• _TO DO_:
Work through the records that follow and return each line containing the word "index".
=== Begin Enclosure ===
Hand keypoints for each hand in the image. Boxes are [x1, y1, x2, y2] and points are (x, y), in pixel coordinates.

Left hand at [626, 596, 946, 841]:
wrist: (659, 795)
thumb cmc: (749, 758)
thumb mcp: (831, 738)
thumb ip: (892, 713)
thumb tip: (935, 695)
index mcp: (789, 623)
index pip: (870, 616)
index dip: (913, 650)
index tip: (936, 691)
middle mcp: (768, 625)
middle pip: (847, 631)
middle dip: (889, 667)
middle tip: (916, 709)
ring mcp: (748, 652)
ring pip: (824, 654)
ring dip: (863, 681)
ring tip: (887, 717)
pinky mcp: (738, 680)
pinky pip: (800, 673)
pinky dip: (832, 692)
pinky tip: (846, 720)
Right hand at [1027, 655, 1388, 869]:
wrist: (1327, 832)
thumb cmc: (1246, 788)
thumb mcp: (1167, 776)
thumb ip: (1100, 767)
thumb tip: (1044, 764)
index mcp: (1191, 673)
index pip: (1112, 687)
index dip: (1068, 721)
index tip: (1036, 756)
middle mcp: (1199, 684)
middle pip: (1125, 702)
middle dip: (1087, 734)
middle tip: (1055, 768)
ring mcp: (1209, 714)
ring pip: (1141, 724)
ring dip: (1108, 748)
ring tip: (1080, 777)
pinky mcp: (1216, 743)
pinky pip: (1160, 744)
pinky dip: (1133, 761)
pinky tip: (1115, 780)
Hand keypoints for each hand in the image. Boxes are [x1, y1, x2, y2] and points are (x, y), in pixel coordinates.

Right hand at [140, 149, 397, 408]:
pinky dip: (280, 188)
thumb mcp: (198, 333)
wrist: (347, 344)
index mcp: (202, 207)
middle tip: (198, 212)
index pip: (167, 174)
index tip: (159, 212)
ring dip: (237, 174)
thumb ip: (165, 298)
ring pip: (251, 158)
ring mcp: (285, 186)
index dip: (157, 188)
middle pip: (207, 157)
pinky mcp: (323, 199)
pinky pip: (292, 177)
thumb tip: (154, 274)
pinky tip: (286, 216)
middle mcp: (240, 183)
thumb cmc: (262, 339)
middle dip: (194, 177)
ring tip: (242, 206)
=== End Enclosure ===
• _EXERCISE RESULT_:
index mcp: (789, 623)
index pip: (870, 616)
index dip: (913, 650)
index tip: (936, 691)
index mcp: (1191, 673)
index pip: (1112, 687)
index dip: (1068, 721)
index tip: (1036, 756)
index mcp: (202, 207)
index pip: (167, 174)
index tip: (159, 212)
index dip: (157, 188)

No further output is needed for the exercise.